安倍首相に影のように寄り添うラスプーチン秘書官(右から2人目)の責任は大きい(C)EPA=時事
 

 7月21日の参院選は自民・公明の連立与党が改選過半数の議席を獲得し、下馬評通りに勝利を収めた。東京株式市場では「無難な勝利」が織り込み済みとされ、翌22日の日経平均株価は前週末比50円20銭の反落。その後も7月末の米連邦準備理事会(FRB)の利下げで円高懸念が強まり、日銀の政策的な行き詰まりも際立ったことから株価は上値の重い展開が続いている。年末にかけて日米貿易交渉の本格化や消費税率の引き上げなど、日本経済への悲観材料が目白押しとなっているからだ。

禁じ手の「資金繰り上場」

 アベノミクスのメッキはとうに剥げ落ちている。
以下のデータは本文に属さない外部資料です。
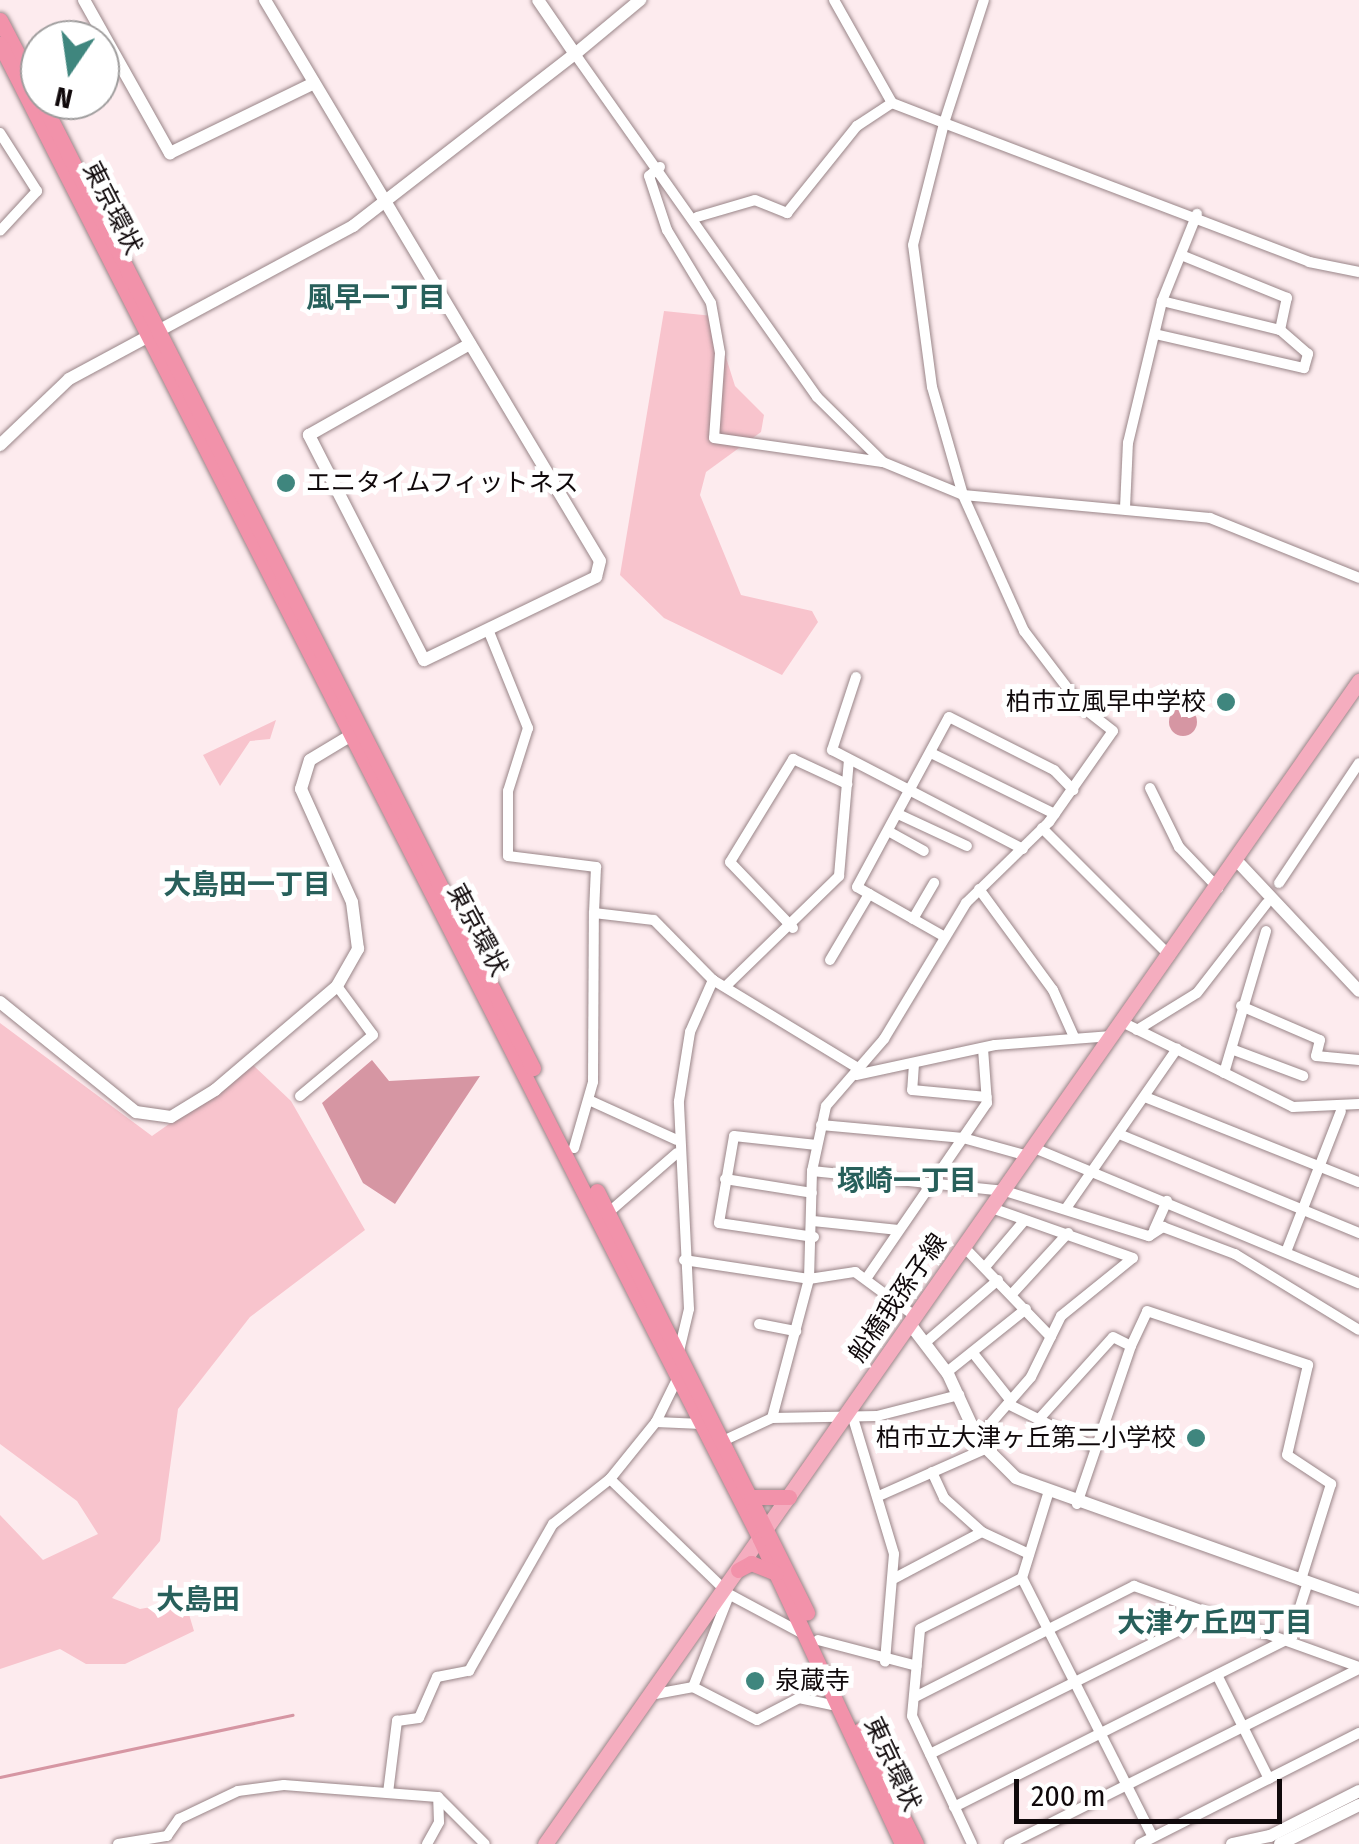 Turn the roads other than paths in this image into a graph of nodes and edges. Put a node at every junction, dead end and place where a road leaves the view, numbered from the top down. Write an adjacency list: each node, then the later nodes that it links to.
1 (84, 0): 12 (street)
2 (265, 0): 12 (street)
3 (538, 0): 9 (street)
4 (640, 0): 9 (street)
5 (834, 0): 13 (street)
6 (984, 0): 15 (street)
7 (0, 20): 10 (highway, 東京環状)
8 (0, 44): 11 (highway, 東京環状)
9 (575, 54): 17 (street); 18 (street)
10 (20, 59)
11 (6, 72): 26 (highway, 東京環状)
12 (314, 84): 18 (street)
13 (892, 102): 15 (street); 20 (street)
14 (51, 120): 26 (highway, 東京環状)
15 (944, 123): 19 (street); 31 (street)
16 (0, 133): 21 (street)
17 (660, 166): 20 (street); 30 (street)
18 (385, 202): 26 (street); 28 (street)
19 (1198, 214): 22 (street); 23 (street)
20 (697, 217): 30 (street)
21 (0, 231)
22 (1181, 255): 24 (street); 25 (street)
23 (1359, 272)
24 (1162, 301): 25 (street); 27 (street)
25 (1280, 330): 27 (street)
26 (156, 334): 29 (street); 37 (highway, 東京環状)
27 (1154, 334): 32 (street)
28 (470, 344): 34 (street); 34 (street)
29 (0, 445)
30 (883, 462): 31 (street)
31 (963, 495): 32 (street); 44 (street)
32 (1125, 508): 33 (street)
33 (1359, 578)
34 (488, 632): 59 (street)
35 (856, 677): 39 (street)
36 (1359, 681): 52 (main road, 船橋我孫子線)
37 (353, 734): 67 (street); 94 (highway, 東京環状); 138 (highway, 東京環状)
38 (930, 753): 43 (street); 44 (street); 46 (street)
39 (849, 760): 41 (street); 43 (street)
40 (1359, 763): 53 (street)
41 (847, 784): 61 (street); 61 (street)
42 (1150, 788): 56 (street)
43 (912, 790): 45 (street); 50 (street)
44 (1073, 790): 46 (street)
45 (898, 814): 48 (street); 49 (street)
46 (1055, 814): 47 (street)
47 (1042, 828): 50 (street); 64 (street)
48 (888, 831): 51 (street); 57 (street)
49 (967, 846)
50 (1023, 848): 55 (street)
51 (924, 851)
52 (1237, 861): 56 (main road, 船橋我孫子線); 69 (street)
53 (1279, 883)
54 (934, 884): 60 (street)
55 (979, 889): 63 (street); 74 (street)
56 (1218, 889): 64 (main road, 船橋我孫子線)
57 (869, 894): 60 (street); 65 (street)
58 (1266, 904): 72 (street)
59 (594, 913): 66 (street); 86 (street)
60 (914, 919): 63 (street)
61 (792, 928): 68 (street)
62 (1266, 931): 71 (street)
63 (945, 937): 80 (street)
64 (1170, 956): 72 (main road, 船橋我孫子線)
65 (830, 960)
66 (713, 980): 68 (street); 92 (street)
67 (337, 986): 70 (street); 83 (street)
68 (726, 986): 80 (street)
69 (1359, 991)
70 (0, 1002)
71 (1241, 1006): 77 (street); 78 (street)
72 (1129, 1026): 73 (main road, 船橋我孫子線); 76 (street)
73 (1112, 1036): 74 (street); 95 (main road, 船橋我孫子線)
74 (1074, 1037): 75 (street)
75 (982, 1048): 79 (street); 84 (street)
76 (1178, 1049): 81 (street); 85 (street)
77 (1234, 1050): 81 (street); 82 (street)
78 (1359, 1060)
79 (914, 1064): 80 (street); 84 (street)
80 (858, 1073): 89 (street)
81 (1224, 1073): 88 (street)
82 (1303, 1076)
83 (300, 1096)
84 (988, 1097): 91 (street)
85 (1144, 1097): 90 (street); 97 (street)
86 (591, 1101): 92 (street); 94 (street)
87 (1359, 1104): 88 (street)
88 (1341, 1111): 97 (street)
89 (821, 1124): 91 (street); 93 (street)
90 (1118, 1134): 99 (street); 108 (street)
91 (963, 1138): 95 (street); 102 (street)
92 (677, 1140): 96 (street)
93 (816, 1145): 98 (street); 100 (street)
94 (574, 1148): 109 (highway, 東京環状)
95 (1031, 1152): 99 (street); 103 (main road, 船橋我孫子線)
96 (677, 1153): 109 (street); 120 (street)
97 (1319, 1166): 101 (street); 108 (street)
98 (812, 1171): 102 (street); 104 (street)
99 (1091, 1172): 105 (street); 106 (street)
100 (725, 1179): 104 (street); 116 (street)
101 (1359, 1182)
102 (933, 1184): 103 (street); 112 (street)
103 (1004, 1190): 106 (street); 107 (main road, 船橋我孫子線)
104 (812, 1193): 111 (street)
105 (1167, 1201): 114 (street); 118 (street)
106 (1067, 1207): 114 (street)
107 (992, 1208): 110 (street); 117 (main road, 船橋我孫子線)
108 (1302, 1209): 115 (street); 118 (street)
109 (608, 1212): 135 (highway, 東京環状)
110 (1024, 1220): 113 (street); 121 (street)
111 (814, 1221): 112 (street); 116 (street)
112 (898, 1230): 122 (street)
113 (1068, 1232): 119 (street); 126 (street)
114 (1151, 1233): 119 (street); 131 (street)
115 (1359, 1233)
116 (814, 1237): 123 (street)
117 (964, 1247): 121 (street); 128 (main road, 船橋我孫子線)
118 (1286, 1252): 125 (street)
119 (1132, 1255): 132 (street)
120 (684, 1260): 123 (street); 135 (street)
121 (985, 1267): 124 (street)
122 (868, 1276): 123 (street); 128 (street)
123 (810, 1278): 130 (street)
124 (998, 1280): 126 (street); 133 (street)
125 (1359, 1283)
126 (1012, 1294): 127 (street)
127 (1026, 1309): 132 (street); 136 (street)
128 (913, 1321): 133 (street); 142 (main road, 船橋我孫子線)
129 (760, 1324): 130 (street)
130 (796, 1330): 141 (street)
131 (1359, 1330)
132 (1051, 1337): 140 (street)
133 (926, 1342): 137 (street)
134 (1131, 1346): 143 (street); 148 (street); 163 (street)
135 (679, 1352): 146 (highway, 東京環状)
136 (973, 1353): 137 (street); 140 (street)
137 (947, 1372): 139 (street)
138 (678, 1378): 144 (street); 145 (highway, 東京環状)
139 (959, 1395): 142 (street); 147 (street)
140 (1009, 1402): 143 (street); 147 (street)
141 (772, 1418): 142 (street); 146 (street)
142 (849, 1418): 152 (street); 154 (main road, 船橋我孫子線)
143 (1039, 1419): 148 (street)
144 (656, 1422): 145 (street); 150 (street)
145 (702, 1424): 157 (highway, 東京環状)
146 (724, 1440): 153 (highway, 東京環状)
147 (981, 1444): 149 (street); 151 (street)
148 (1096, 1448): 155 (street)
149 (932, 1472): 152 (street); 156 (street)
150 (610, 1479): 164 (street); 186 (street)
151 (1048, 1494): 155 (street); 158 (street)
152 (881, 1495): 161 (street)
153 (752, 1497): 154 (highway); 157 (highway, 東京環状)
154 (789, 1498): 157 (main road, 船橋我孫子線)
155 (1077, 1504): 163 (street)
156 (982, 1532): 158 (street); 161 (street)
157 (764, 1534): 159 (main road, 船橋我孫子線); 160 (highway, 東京環状); 168 (highway, 東京環状)
158 (1030, 1554): 162 (street)
159 (738, 1570): 160 (highway); 164 (main road, 船橋我孫子線)
160 (776, 1572): 168 (highway, 東京環状)
161 (894, 1578): 170 (street)
162 (1022, 1578): 167 (street); 171 (street)
163 (1305, 1581): 165 (street); 169 (street)
164 (725, 1592): 168 (street); 175 (street); 176 (main road, 船橋我孫子線)
165 (1359, 1600)
166 (1214, 1612): 167 (street); 169 (street); 174 (street)
167 (1048, 1630): 174 (street); 177 (street)
168 (812, 1638): 170 (street); 178 (highway, 東京環状); 196 (highway, 東京環状)
169 (1290, 1638): 172 (street); 173 (street)
170 (884, 1662): 171 (street)
171 (917, 1666): 177 (street)
172 (1359, 1668): 179 (street)
173 (1217, 1675): 179 (street); 181 (street)
174 (1076, 1682): 181 (street); 182 (street)
175 (692, 1688): 176 (street); 178 (street)
176 (650, 1695): 194 (main road, 船橋我孫子線)
177 (914, 1697): 182 (street)
178 (838, 1706): 195 (highway, 東京環状)
179 (1243, 1727): 183 (street); 184 (street)
180 (1359, 1733): 183 (street)
181 (1101, 1734): 184 (street); 189 (street)
182 (930, 1754): 189 (street)
183 (1269, 1778): 190 (street)
184 (1127, 1785): 190 (street); 198 (street)
185 (1359, 1791): 200 (street)
186 (388, 1792): 187 (street); 191 (street)
187 (438, 1797): 192 (street); 193 (street)
188 (1359, 1805): 201 (street)
189 (954, 1807): 197 (street)
190 (1154, 1837): 199 (street)
191 (118, 1844)
192 (427, 1844)
193 (485, 1844)
194 (545, 1844)
195 (902, 1844)
196 (916, 1844)
197 (972, 1844)
198 (1010, 1844)
199 (1140, 1844)
200 (1232, 1844)
201 (1280, 1844)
首相の安倍晋三(64)の知恵袋が、“官邸のラスプーチン”こと政務秘書官の今井尚哉(60)であるのは周知の事実だが、その今井をはじめとする経済産業省人脈が繰り出してきた成長戦略は一向に実を結ばない。ここに来て「日の丸液晶・半導体」や「原発輸出」といった数年来の同省肝煎りの案件はことごとく手詰まりとなり、巻き込まれた企業や国民がその尻拭いに追われている状況だ。一連の失敗例から透けて見えるのは甘い見通しと、省益優先方針に彩られた同省の無責任体質である。